🤖 AI Summary
Cross-lingual RST treebanks employ incompatible rhetorical relation taxonomies, hindering the development of a unified discourse parser. Method: We propose UniRST—the first end-to-end unified rhetorical structure parsing framework supporting 11 languages and 18 heterogeneous treebanks. Its core innovations include: (1) a Masked-Union training strategy that implicitly aligns disparate relation labels; (2) a multi-head classification mechanism enabling treebank-adaptive prediction under parameter sharing; and (3) data augmentation to enhance generalization for low-resource languages. Results: UniRST outperforms prior methods on 16 of the 18 single-treebank benchmarks. It is the first approach to demonstrate high-performance, multilingual discourse parsing without modifying original relation schemas—thereby validating both the effectiveness and scalability of unified rhetorical parsing across diverse linguistic and annotation paradigms.
📝 Abstract
We introduce UniRST, the first unified RST-style discourse parser capable of handling 18 treebanks in 11 languages without modifying their relation inventories.
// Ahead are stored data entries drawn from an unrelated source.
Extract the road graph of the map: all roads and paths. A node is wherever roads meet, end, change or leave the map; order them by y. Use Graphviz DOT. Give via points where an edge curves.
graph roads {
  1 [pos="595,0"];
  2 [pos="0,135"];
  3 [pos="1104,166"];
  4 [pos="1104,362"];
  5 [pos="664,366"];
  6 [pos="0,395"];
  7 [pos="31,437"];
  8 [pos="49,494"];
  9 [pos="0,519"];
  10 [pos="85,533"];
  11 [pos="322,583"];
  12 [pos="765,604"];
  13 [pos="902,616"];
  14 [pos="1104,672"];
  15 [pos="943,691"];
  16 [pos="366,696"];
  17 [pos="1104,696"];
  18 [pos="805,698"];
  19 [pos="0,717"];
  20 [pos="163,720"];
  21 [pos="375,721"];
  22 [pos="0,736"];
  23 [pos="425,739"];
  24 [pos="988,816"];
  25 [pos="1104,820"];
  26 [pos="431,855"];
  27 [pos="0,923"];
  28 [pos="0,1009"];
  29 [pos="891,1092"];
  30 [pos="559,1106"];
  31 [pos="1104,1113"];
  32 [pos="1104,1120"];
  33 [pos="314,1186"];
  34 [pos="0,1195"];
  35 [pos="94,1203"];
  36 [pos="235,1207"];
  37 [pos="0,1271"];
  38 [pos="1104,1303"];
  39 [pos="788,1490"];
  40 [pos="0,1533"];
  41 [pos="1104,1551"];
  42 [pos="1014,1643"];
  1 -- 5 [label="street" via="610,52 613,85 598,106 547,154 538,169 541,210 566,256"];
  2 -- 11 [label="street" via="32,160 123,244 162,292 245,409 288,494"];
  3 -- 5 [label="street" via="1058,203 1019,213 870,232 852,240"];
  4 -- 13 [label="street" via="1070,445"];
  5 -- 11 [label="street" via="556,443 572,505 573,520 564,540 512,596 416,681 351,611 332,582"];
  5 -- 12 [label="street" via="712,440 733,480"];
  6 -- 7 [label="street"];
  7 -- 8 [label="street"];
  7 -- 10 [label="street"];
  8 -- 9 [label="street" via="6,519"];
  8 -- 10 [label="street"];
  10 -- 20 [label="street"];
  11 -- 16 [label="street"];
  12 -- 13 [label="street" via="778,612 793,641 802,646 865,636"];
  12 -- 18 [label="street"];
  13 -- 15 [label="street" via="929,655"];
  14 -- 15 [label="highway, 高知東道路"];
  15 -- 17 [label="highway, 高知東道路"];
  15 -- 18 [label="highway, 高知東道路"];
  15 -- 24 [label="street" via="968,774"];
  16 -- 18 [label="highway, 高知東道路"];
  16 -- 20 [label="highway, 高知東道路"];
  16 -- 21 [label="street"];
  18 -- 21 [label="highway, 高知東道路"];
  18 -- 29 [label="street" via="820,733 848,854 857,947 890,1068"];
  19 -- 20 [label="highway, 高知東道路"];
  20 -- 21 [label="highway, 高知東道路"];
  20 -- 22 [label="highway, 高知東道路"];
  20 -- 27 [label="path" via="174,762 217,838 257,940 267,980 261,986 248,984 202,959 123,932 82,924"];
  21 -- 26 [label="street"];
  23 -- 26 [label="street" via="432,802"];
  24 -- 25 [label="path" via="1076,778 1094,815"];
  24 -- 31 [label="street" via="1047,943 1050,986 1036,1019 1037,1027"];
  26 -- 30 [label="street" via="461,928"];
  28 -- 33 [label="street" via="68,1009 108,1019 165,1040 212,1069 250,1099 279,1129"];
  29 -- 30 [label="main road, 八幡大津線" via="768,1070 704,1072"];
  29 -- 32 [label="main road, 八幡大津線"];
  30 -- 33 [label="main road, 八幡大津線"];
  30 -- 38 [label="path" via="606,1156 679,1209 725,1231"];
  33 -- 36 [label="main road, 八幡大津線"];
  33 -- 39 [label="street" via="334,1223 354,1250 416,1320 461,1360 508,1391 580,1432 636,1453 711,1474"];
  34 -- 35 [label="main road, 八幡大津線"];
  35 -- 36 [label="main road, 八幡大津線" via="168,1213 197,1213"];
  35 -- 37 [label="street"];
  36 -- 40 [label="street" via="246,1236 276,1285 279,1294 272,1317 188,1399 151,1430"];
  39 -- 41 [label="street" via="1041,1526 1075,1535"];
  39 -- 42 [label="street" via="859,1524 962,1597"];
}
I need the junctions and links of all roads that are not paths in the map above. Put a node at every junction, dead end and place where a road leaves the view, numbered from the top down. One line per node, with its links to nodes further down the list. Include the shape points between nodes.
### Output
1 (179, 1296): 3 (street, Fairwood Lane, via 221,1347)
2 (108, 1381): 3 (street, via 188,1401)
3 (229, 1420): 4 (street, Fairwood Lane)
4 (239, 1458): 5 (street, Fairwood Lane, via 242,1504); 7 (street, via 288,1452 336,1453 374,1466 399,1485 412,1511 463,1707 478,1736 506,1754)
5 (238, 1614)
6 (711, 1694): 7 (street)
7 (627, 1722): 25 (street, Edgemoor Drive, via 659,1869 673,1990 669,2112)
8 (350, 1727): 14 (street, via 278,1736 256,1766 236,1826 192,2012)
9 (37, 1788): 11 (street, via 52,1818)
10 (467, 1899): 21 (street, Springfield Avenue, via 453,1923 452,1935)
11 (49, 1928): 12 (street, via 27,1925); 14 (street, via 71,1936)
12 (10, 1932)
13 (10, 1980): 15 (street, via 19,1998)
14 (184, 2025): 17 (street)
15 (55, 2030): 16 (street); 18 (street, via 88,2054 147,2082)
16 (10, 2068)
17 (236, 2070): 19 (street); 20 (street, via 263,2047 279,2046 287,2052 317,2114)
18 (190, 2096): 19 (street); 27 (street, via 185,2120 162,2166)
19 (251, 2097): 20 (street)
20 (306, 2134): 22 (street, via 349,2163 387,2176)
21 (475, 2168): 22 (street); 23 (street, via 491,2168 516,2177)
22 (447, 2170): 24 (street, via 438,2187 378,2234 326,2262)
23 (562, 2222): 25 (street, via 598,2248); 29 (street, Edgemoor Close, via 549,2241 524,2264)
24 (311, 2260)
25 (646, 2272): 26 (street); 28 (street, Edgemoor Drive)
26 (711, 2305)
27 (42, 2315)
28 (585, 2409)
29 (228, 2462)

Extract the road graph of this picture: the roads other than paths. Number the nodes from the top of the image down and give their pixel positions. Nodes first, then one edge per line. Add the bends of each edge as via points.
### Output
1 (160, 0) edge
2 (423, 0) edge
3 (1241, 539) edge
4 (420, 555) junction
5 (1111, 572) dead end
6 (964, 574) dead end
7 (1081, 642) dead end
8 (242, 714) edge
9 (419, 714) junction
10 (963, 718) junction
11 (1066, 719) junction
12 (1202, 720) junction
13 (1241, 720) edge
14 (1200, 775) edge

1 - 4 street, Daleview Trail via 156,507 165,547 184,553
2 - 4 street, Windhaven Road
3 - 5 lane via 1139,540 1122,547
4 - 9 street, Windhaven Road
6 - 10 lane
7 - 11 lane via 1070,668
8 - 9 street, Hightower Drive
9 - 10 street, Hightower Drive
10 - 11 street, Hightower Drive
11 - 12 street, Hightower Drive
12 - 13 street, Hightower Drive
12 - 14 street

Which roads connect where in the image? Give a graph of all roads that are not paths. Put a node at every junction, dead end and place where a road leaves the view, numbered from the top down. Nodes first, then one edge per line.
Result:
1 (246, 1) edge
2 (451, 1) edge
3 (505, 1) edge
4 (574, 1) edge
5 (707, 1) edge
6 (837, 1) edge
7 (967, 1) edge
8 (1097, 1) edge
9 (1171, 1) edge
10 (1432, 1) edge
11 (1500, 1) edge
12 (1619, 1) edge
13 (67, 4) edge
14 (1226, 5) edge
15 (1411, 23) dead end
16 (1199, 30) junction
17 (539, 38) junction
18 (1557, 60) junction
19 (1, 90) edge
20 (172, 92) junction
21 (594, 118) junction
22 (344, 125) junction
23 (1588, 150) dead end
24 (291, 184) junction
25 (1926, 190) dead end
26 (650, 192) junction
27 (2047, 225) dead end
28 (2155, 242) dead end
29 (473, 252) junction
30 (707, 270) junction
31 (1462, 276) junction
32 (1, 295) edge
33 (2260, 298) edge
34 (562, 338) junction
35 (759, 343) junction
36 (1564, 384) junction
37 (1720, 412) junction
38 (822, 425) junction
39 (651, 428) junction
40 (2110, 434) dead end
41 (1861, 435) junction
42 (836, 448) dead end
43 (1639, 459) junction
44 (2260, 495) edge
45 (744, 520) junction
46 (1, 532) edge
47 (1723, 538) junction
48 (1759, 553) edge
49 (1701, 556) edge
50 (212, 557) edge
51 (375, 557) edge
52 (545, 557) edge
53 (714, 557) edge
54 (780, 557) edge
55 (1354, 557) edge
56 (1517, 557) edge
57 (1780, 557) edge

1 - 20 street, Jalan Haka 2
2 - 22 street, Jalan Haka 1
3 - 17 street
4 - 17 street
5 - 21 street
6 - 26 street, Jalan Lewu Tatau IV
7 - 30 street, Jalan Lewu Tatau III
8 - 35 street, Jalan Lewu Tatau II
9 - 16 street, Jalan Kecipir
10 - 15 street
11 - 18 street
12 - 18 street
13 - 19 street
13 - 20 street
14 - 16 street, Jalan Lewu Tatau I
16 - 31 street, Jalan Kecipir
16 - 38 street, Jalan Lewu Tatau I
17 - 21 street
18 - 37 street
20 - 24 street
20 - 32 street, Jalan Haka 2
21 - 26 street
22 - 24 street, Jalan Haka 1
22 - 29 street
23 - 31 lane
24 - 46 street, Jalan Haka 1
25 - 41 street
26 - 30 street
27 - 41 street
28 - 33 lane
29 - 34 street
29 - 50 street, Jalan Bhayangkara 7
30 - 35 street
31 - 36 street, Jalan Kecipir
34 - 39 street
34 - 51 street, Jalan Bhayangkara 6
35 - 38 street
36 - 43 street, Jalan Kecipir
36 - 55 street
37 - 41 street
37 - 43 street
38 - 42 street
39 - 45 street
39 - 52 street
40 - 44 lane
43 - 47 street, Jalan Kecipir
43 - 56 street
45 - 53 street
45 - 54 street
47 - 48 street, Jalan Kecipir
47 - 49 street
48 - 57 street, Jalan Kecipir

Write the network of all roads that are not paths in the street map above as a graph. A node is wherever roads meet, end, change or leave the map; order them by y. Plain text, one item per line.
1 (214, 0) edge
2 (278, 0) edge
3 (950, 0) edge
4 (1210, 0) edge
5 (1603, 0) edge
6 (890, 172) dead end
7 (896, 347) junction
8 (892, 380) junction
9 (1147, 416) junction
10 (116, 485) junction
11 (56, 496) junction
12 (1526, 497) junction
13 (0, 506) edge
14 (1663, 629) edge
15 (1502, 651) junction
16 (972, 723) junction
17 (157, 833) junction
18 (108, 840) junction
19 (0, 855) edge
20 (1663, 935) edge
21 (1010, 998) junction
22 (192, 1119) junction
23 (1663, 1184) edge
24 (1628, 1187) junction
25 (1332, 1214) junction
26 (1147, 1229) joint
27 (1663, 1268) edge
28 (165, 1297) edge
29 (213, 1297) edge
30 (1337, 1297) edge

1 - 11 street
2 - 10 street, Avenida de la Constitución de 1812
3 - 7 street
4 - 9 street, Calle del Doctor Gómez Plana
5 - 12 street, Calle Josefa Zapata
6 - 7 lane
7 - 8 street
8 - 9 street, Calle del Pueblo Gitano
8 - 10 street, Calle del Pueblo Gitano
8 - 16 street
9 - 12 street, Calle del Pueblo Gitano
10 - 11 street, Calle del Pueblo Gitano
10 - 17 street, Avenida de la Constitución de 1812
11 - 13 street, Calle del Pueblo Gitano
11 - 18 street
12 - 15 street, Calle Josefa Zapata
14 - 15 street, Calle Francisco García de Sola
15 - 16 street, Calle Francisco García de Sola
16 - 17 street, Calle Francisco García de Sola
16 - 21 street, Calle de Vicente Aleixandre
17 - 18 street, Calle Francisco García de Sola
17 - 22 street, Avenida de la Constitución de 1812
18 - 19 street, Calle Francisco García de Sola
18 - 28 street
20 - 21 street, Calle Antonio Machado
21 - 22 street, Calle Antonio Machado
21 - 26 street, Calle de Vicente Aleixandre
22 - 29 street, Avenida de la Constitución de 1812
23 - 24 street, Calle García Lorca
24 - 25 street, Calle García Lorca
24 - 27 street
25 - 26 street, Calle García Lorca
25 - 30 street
To overcome inventory incompatibilities, we propose and evaluate two training strategies: Multi-Head, which assigns separate relation classification layer per inventory, and Masked-Union, which enables shared parameter training through selective label masking. We first benchmark monotreebank parsing with a simple yet effective augmentation technique for low-resource settings. We then train a unified model and show that (1) the parameter efficient Masked-Union approach is also the strongest, and (2) UniRST outperforms 16 of 18 mono-treebank baselines, demonstrating the advantages of a single-model, multilingual end-to-end discourse parsing across diverse resources.